Herbie Hancock - Head HuntersAs the hazy, humid evening gives way to debaucherous night so too must the playlist adjust accordingly. Herbie Hancock can no more be played at noon than Ode to Sunshine be played after midnight. When the long day of fraternizing forces its worshippers to the living rooms or lax patios and the tiki torches burn overtime to keep mosquitoes at bay… thus rings in the Herbie Hancock hour. His biggest mainstream hit, “Rockit,” has been put in a precarious situation: a monument of experimental sound sacrificed to the 80’s and the rigors of mass consumption. I throw around the phrase “it’ll change your life” with a kind of flippant hedonism, but Herbie Hancock quite literally changed people’s lives.
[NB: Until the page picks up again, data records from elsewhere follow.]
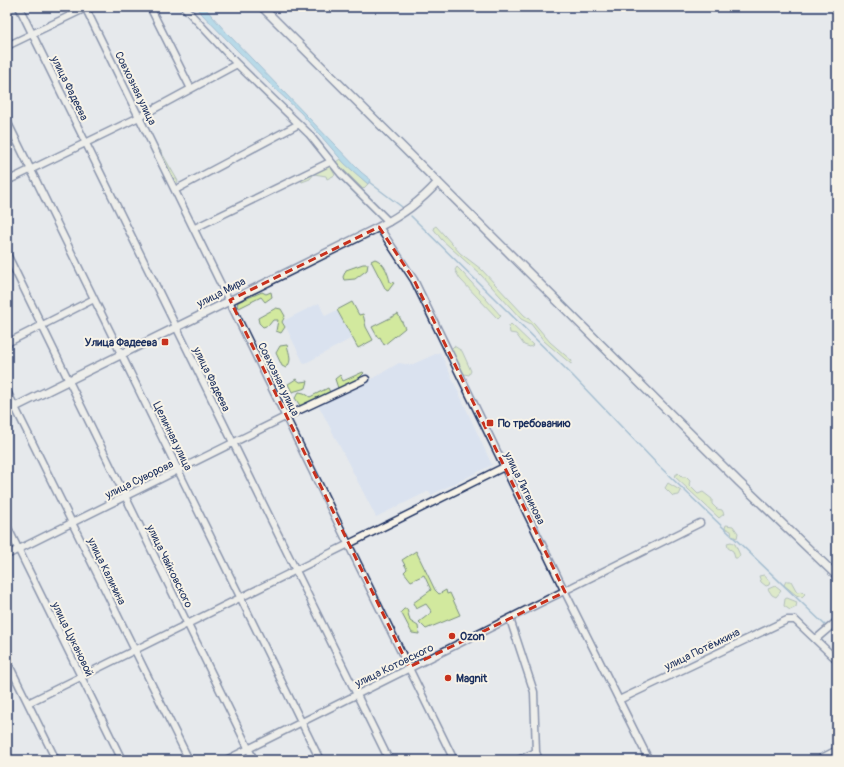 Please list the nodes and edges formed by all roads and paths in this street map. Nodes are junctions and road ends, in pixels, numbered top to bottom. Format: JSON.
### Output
{"nodes":[{"id":1,"x":19,"y":7,"type":"edge"},
{"id":2,"x":86,"y":7,"type":"edge"},
{"id":3,"x":150,"y":7,"type":"edge"},
{"id":4,"x":184,"y":7,"type":"edge"},
{"id":5,"x":262,"y":7,"type":"edge"},
{"id":6,"x":32,"y":34,"type":"junction"},
{"id":7,"x":7,"y":46,"type":"edge"},
{"id":8,"x":238,"y":64,"type":"junction"},
{"id":9,"x":191,"y":89,"type":"junction"},
{"id":10,"x":139,"y":117,"type":"junction"},
{"id":11,"x":7,"y":121,"type":"edge"},
{"id":12,"x":299,"y":124,"type":"junction"},
{"id":13,"x":86,"y":143,"type":"junction"},
{"id":14,"x":330,"y":162,"type":"junction"},
{"id":15,"x":31,"y":170,"type":"junction"},
{"id":16,"x":7,"y":181,"type":"edge"},
{"id":17,"x":438,"y":182,"type":"junction"},
{"id":18,"x":175,"y":190,"type":"junction"},
{"id":19,"x":389,"y":222,"type":"junction"},
{"id":20,"x":380,"y":227,"type":"junction"},
{"id":21,"x":195,"y":228,"type":"junction"},
{"id":22,"x":7,"y":254,"type":"edge"},
{"id":23,"x":94,"y":299,"type":"junction"},
{"id":24,"x":230,"y":300,"type":"junction"},
{"id":25,"x":41,"y":325,"type":"junction"},
{"id":26,"x":176,"y":328,"type":"junction"},
{"id":27,"x":7,"y":343,"type":"edge"},
{"id":28,"x":122,"y":354,"type":"junction"},
{"id":29,"x":366,"y":379,"type":"dead end"},
{"id":30,"x":68,"y":381,"type":"junction"},
{"id":31,"x":7,"y":391,"type":"edge"},
{"id":32,"x":15,"y":407,"type":"junction"},
{"id":33,"x":7,"y":411,"type":"edge"},
{"id":34,"x":287,"y":416,"type":"junction"},
{"id":35,"x":233,"y":444,"type":"junction"},
{"id":36,"x":504,"y":467,"type":"junction"},
{"id":37,"x":179,"y":470,"type":"junction"},
{"id":38,"x":126,"y":496,"type":"junction"},
{"id":39,"x":72,"y":523,"type":"junction"},
{"id":40,"x":700,"y":523,"type":"dead end"},
{"id":41,"x":7,"y":526,"type":"edge"},
{"id":42,"x":349,"y":544,"type":"junction"},
{"id":43,"x":19,"y":549,"type":"junction"},
{"id":44,"x":7,"y":555,"type":"edge"},
{"id":45,"x":295,"y":571,"type":"junction"},
{"id":46,"x":837,"y":576,"type":"edge"},
{"id":47,"x":565,"y":592,"type":"junction"},
{"id":48,"x":240,"y":598,"type":"junction"},
{"id":49,"x":510,"y":619,"type":"junction"},
{"id":50,"x":837,"y":621,"type":"edge"},
{"id":51,"x":187,"y":624,"type":"junction"},
{"id":52,"x":816,"y":639,"type":"junction"},
{"id":53,"x":135,"y":650,"type":"junction"},
{"id":54,"x":837,"y":660,"type":"edge"},
{"id":55,"x":7,"y":661,"type":"edge"},
{"id":56,"x":410,"y":669,"type":"junction"},
{"id":57,"x":80,"y":677,"type":"junction"},
{"id":58,"x":356,"y":695,"type":"junction"},
{"id":59,"x":619,"y":700,"type":"junction"},
{"id":60,"x":28,"y":703,"type":"junction"},
{"id":61,"x":302,"y":722,"type":"junction"},
{"id":62,"x":248,"y":749,"type":"junction"},
{"id":63,"x":837,"y":750,"type":"edge"},
{"id":64,"x":536,"y":752,"type":"junction"},
{"id":65,"x":56,"y":760,"type":"edge"},
{"id":66,"x":122,"y":760,"type":"edge"},
{"id":67,"x":189,"y":760,"type":"edge"},
{"id":68,"x":226,"y":760,"type":"edge"},
{"id":69,"x":254,"y":760,"type":"edge"},
{"id":70,"x":320,"y":760,"type":"edge"},
{"id":71,"x":389,"y":760,"type":"edge"},
{"id":72,"x":454,"y":760,"type":"edge"},
{"id":73,"x":518,"y":760,"type":"edge"},
{"id":74,"x":539,"y":760,"type":"edge"},
{"id":75,"x":649,"y":760,"type":"edge"},
{"id":76,"x":818,"y":760,"type":"edge"}],
"edges":[{"from":1,"to":6,"type":"street","name":"улица Фадеева"},
{"from":2,"to":6,"type":"street"},
{"from":2,"to":10,"type":"street","name":"Совхозная улица"},
{"from":3,"to":9,"type":"street"},
{"from":4,"to":8,"type":"street"},
{"from":5,"to":17,"type":"main road"},
{"from":6,"to":7,"type":"street"},
{"from":6,"to":13,"type":"street","name":"улица Фадеева"},
{"from":8,"to":9,"type":"street"},
{"from":8,"to":12,"type":"street"},
{"from":9,"to":10,"type":"street"},
{"from":10,"to":13,"type":"street"},
{"from":10,"to":18,"type":"street","name":"Совхозная улица"},
{"from":11,"to":15,"type":"street","name":"Целинная улица"},
{"from":12,"to":14,"type":"street"},
{"from":12,"to":18,"type":"street"},
{"from":13,"to":15,"type":"street"},
{"from":13,"to":26,"type":"street","name":"улица Фадеева"},
{"from":14,"to":19,"type":"street"},
{"from":14,"to":21,"type":"street"},
{"from":15,"to":16,"type":"street"},
{"from":15,"to":23,"type":"street","name":"Целинная улица"},
{"from":17,"to":19,"type":"main road","name":"улица Мира"},
{"from":17,"to":46,"type":"main road"},
{"from":18,"to":21,"type":"street","name":"Совхозная улица"},
{"from":19,"to":20,"type":"main road","name":"улица Мира"},
{"from":20,"to":24,"type":"main road","name":"улица Мира"},
{"from":20,"to":36,"type":"street","name":"улица Литвинова"},
{"from":21,"to":24,"type":"street","name":"Совхозная улица"},
{"from":22,"to":25,"type":"street","name":"улица Чайковского"},
{"from":23,"to":25,"type":"street"},
{"from":23,"to":28,"type":"street","name":"Целинная улица"},
{"from":24,"to":26,"type":"main road","name":"улица Мира"},
{"from":24,"to":34,"type":"street","name":"Совхозная улица"},
{"from":25,"to":27,"type":"street"},
{"from":25,"to":30,"type":"street","name":"улица Чайковского"},
{"from":26,"to":28,"type":"main road","name":"улица Мира"},
{"from":26,"to":35,"type":"street","name":"улица Фадеева"},
{"from":28,"to":30,"type":"main road","name":"улица Мира"},
{"from":28,"to":37,"type":"street","name":"Целинная улица"},
{"from":29,"to":34,"type":"street","name":"улица Суворова"},
{"from":30,"to":32,"type":"main road","name":"улица Мира"},
{"from":30,"to":38,"type":"street","name":"улица Чайковского"},
{"from":31,"to":32,"type":"street","name":"улица Калинина"},
{"from":32,"to":33,"type":"main road","name":"улица Мира"},
{"from":32,"to":39,"type":"street","name":"улица Калинина"},
{"from":34,"to":35,"type":"street","name":"улица Суворова"},
{"from":34,"to":42,"type":"street","name":"Совхозная улица"},
{"from":35,"to":37,"type":"street","name":"улица Суворова"},
{"from":35,"to":45,"type":"street","name":"улица Фадеева"},
{"from":36,"to":42,"type":"street"},
{"from":36,"to":47,"type":"street","name":"улица Литвинова"},
{"from":37,"to":38,"type":"street","name":"улица Суворова"},
{"from":37,"to":48,"type":"street","name":"Целинная улица"},
{"from":38,"to":39,"type":"street","name":"улица Суворова"},
{"from":38,"to":51,"type":"street","name":"улица Чайковского"},
{"from":39,"to":43,"type":"street","name":"улица Суворова"},
{"from":39,"to":53,"type":"street","name":"улица Калинина"},
{"from":40,"to":47,"type":"street","name":"улица Котовского"},
{"from":41,"to":43,"type":"street","name":"улица Цукановой"},
{"from":42,"to":45,"type":"street"},
{"from":42,"to":56,"type":"street","name":"Совхозная улица"},
{"from":43,"to":44,"type":"street","name":"улица Суворова"},
{"from":43,"to":57,"type":"street","name":"улица Цукановой"},
{"from":45,"to":48,"type":"street"},
{"from":45,"to":58,"type":"street","name":"улица Фадеева"},
{"from":47,"to":49,"type":"street","name":"улица Котовского"},
{"from":47,"to":59,"type":"street","name":"улица Литвинова"},
{"from":48,"to":51,"type":"street"},
{"from":48,"to":61,"type":"street","name":"Целинная улица"},
{"from":49,"to":56,"type":"street","name":"улица Котовского"},
{"from":49,"to":64,"type":"street"},
{"from":50,"to":52,"type":"street"},
{"from":51,"to":53,"type":"street"},
{"from":51,"to":62,"type":"street","name":"улица Чайковского"},
{"from":52,"to":54,"type":"street"},
{"from":52,"to":59,"type":"street","name":"улица Потёмкина"},
{"from":53,"to":57,"type":"street"},
{"from":53,"to":67,"type":"street","name":"улица Калинина"},
{"from":55,"to":60,"type":"street"},
{"from":56,"to":58,"type":"street","name":"улица Котовского"},
{"from":56,"to":72,"type":"street","name":"Совхозная улица"},
{"from":57,"to":60,"type":"street"},
{"from":57,"to":66,"type":"street","name":"улица Цукановой"},
{"from":58,"to":61,"type":"street","name":"улица Котовского"},
{"from":58,"to":71,"type":"street","name":"улица Фадеева"},
{"from":59,"to":75,"type":"street","name":"улица Литвинова"},
{"from":60,"to":65,"type":"street"},
{"from":61,"to":62,"type":"street","name":"улица Котовского"},
{"from":61,"to":70,"type":"street","name":"Целинная улица"},
{"from":62,"to":68,"type":"street","name":"улица Котовского"},
{"from":62,"to":69,"type":"street","name":"улица Чайковского"},
{"from":63,"to":76,"type":"street"},
{"from":64,"to":73,"type":"street"},
{"from":64,"to":74,"type":"street"}]}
Hancock worshiped modern technology — the synthesizer — at the sacred alter of hard bop. So we will acknowledge “Rockit,” but we will consider it anything but jazz. Instead we will spin Hancock’s fusion masterpiece Head Hunters, an album that is still fresh and funky and changing lives. It is everything and jazz. I rediscovered this album for the first time after a Six-Degrees of jazz binge: Art Blakey to Freddie Hubbard to Herbie Hancock to Herbie Hancock (or specifically Ugetsu to Hub-Tones to Maiden Voyage to Head Hunters). Critics of Hancock’s later synth-fury still malign anything that came after Blue Note, but don’t let that stop you from sampling the future sounds of 1971.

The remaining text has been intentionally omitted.